## What you need to do
Below are records; copy every line among them that contains the word "button".

## Recorded information
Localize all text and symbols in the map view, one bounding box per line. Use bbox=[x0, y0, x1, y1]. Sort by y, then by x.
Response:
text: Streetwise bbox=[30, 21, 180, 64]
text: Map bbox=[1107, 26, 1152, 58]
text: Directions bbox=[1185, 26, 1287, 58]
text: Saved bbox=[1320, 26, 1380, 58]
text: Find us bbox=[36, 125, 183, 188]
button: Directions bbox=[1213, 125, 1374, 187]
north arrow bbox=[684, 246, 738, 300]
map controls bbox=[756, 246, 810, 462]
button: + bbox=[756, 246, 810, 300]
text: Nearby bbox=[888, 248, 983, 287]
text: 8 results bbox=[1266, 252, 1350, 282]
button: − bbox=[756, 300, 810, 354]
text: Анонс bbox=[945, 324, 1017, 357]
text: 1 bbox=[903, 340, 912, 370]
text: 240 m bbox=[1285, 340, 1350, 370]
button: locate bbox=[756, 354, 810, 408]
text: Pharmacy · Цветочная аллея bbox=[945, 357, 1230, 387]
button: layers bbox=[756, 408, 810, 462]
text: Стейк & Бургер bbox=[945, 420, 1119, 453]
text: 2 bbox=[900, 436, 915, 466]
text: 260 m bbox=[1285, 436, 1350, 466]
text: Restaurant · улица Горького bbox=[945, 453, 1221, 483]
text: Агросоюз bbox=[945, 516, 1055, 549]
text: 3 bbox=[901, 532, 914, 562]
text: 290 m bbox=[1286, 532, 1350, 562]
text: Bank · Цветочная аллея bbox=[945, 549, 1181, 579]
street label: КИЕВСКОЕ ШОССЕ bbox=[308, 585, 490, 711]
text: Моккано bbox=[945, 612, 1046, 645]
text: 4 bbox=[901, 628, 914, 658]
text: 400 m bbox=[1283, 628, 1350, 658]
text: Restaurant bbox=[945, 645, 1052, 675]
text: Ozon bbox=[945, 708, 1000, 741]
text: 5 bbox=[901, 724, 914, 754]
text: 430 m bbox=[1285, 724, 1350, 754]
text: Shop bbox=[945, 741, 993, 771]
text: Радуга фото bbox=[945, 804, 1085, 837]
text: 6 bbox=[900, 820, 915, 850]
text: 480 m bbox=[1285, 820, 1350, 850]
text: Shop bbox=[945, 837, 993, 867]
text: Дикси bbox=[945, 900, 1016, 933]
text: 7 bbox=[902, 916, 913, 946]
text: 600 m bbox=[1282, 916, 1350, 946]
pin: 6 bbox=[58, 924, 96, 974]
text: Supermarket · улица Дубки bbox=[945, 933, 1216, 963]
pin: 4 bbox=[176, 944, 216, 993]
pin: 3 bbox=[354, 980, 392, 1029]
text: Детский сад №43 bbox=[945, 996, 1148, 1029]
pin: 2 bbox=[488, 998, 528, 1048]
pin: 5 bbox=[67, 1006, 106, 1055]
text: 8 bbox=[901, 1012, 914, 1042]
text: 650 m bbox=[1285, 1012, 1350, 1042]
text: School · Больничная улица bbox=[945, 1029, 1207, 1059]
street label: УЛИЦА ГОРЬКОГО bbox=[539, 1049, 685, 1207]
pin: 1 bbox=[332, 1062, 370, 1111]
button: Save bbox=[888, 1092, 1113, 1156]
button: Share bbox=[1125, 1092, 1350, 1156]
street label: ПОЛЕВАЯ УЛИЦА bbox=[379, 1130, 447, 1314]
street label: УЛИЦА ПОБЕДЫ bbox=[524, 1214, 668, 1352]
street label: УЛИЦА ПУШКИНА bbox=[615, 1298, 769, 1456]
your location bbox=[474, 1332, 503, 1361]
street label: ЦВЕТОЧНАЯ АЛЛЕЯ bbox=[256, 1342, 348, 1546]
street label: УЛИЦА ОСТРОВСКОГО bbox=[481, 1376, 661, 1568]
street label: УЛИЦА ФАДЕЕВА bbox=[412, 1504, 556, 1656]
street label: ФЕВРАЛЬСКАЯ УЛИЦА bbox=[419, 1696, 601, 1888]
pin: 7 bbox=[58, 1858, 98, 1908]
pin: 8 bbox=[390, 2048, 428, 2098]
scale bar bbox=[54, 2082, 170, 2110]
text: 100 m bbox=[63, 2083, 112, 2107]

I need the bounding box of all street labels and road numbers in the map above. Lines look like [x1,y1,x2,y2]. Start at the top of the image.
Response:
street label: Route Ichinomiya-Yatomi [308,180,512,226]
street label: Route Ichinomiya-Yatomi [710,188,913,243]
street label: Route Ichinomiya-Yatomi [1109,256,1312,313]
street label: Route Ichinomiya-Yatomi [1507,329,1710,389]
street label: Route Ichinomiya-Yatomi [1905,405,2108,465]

## Result for this exercise
button: Directions bbox=[1213, 125, 1374, 187]
button: + bbox=[756, 246, 810, 300]
button: − bbox=[756, 300, 810, 354]
button: locate bbox=[756, 354, 810, 408]
button: layers bbox=[756, 408, 810, 462]
button: Save bbox=[888, 1092, 1113, 1156]
button: Share bbox=[1125, 1092, 1350, 1156]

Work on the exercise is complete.